#### [EXERCISE PROMPT]
With the pictures set aside, reproduce each entry precisely as it reads.

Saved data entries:
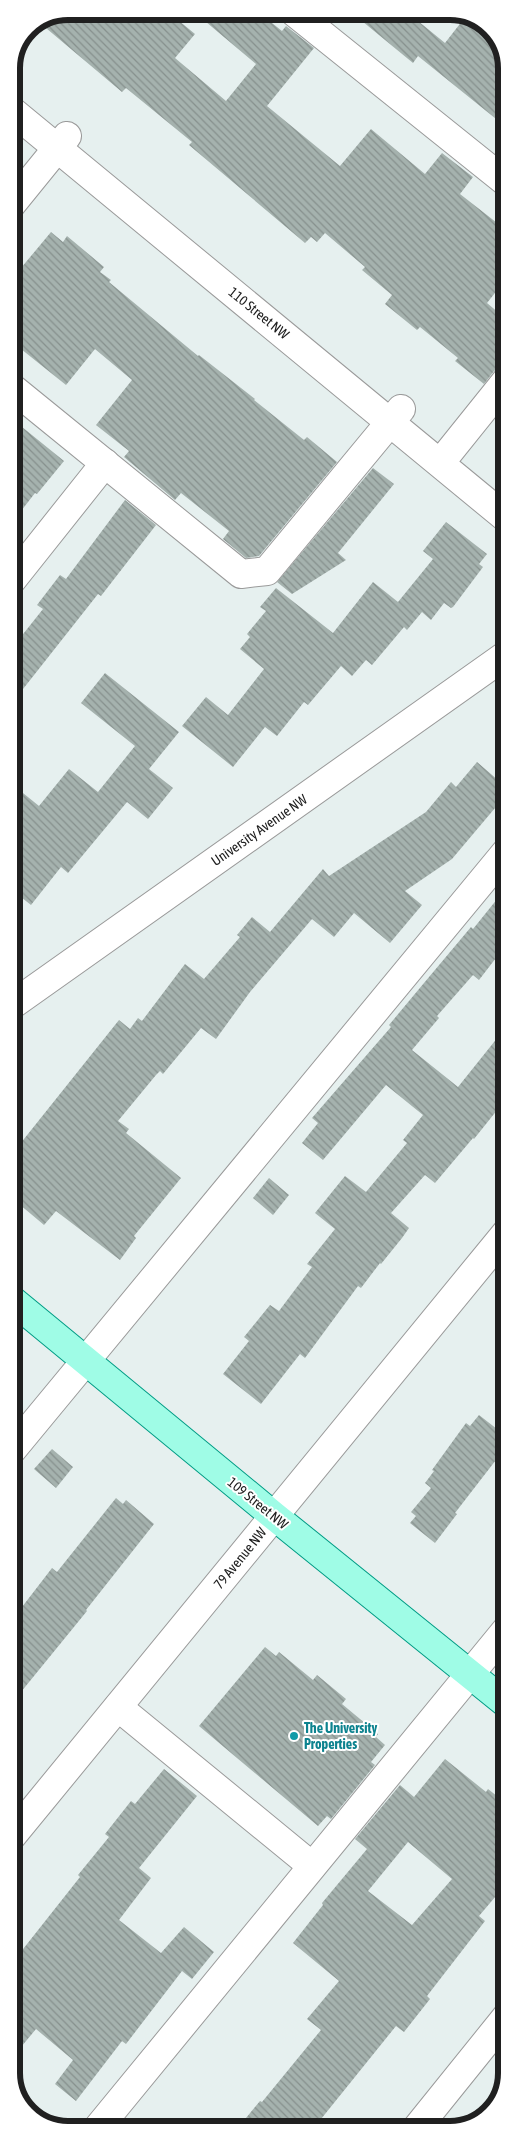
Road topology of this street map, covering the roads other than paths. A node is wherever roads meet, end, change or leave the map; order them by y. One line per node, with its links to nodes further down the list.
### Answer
1 (304, 20): 4 (street)
2 (20, 116): 3 (street, 110 Street NW)
3 (62, 142): 5 (street); 8 (street, 110 Street NW)
4 (498, 176)
5 (20, 194)
6 (498, 391): 9 (street)
7 (20, 394): 10 (street)
8 (396, 415): 9 (street, 110 Street NW); 10 (street)
9 (441, 462): 11 (street, 110 Street NW)
10 (105, 463): 12 (street)
11 (498, 511)
12 (20, 570)
13 (498, 661): 15 (street, University Avenue NW)
14 (498, 862): 18 (street)
15 (20, 999)
16 (498, 1243): 20 (street, 79 Avenue NW)
17 (20, 1306): 18 (main road, 109 Street NW)
18 (86, 1360): 19 (street); 20 (main road, 109 Street NW)
19 (20, 1440)
20 (274, 1516): 22 (main road, 109 Street NW); 24 (street, 79 Avenue NW)
21 (498, 1639): 22 (street)
22 (469, 1674): 23 (main road, 109 Street NW); 26 (street)
23 (498, 1698)
24 (118, 1707): 25 (street, 79 Avenue NW); 26 (street)
25 (20, 1826)
26 (312, 1866): 28 (street)
27 (498, 2027): 29 (street)
28 (104, 2121)
29 (422, 2121)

#### [WRITTEN SOLUTION]
Road topology of this street map, covering the roads other than paths. A node is wherever roads meet, end, change or leave the map; order them by y. One line per node, with its links to nodes further down the list.
### Answer
1 (304, 20): 4 (street)
2 (20, 116): 3 (street, 110 Street NW)
3 (62, 142): 5 (street); 8 (street, 110 Street NW)
4 (498, 176)
5 (20, 194)
6 (498, 391): 9 (street)
7 (20, 394): 10 (street)
8 (396, 415): 9 (street, 110 Street NW); 10 (street)
9 (441, 462): 11 (street, 110 Street NW)
10 (105, 463): 12 (street)
11 (498, 511)
12 (20, 570)
13 (498, 661): 15 (street, University Avenue NW)
14 (498, 862): 18 (street)
15 (20, 999)
16 (498, 1243): 20 (street, 79 Avenue NW)
17 (20, 1306): 18 (main road, 109 Street NW)
18 (86, 1360): 19 (street); 20 (main road, 109 Street NW)
19 (20, 1440)
20 (274, 1516): 22 (main road, 109 Street NW); 24 (street, 79 Avenue NW)
21 (498, 1639): 22 (street)
22 (469, 1674): 23 (main road, 109 Street NW); 26 (street)
23 (498, 1698)
24 (118, 1707): 25 (street, 79 Avenue NW); 26 (street)
25 (20, 1826)
26 (312, 1866): 28 (street)
27 (498, 2027): 29 (street)
28 (104, 2121)
29 (422, 2121)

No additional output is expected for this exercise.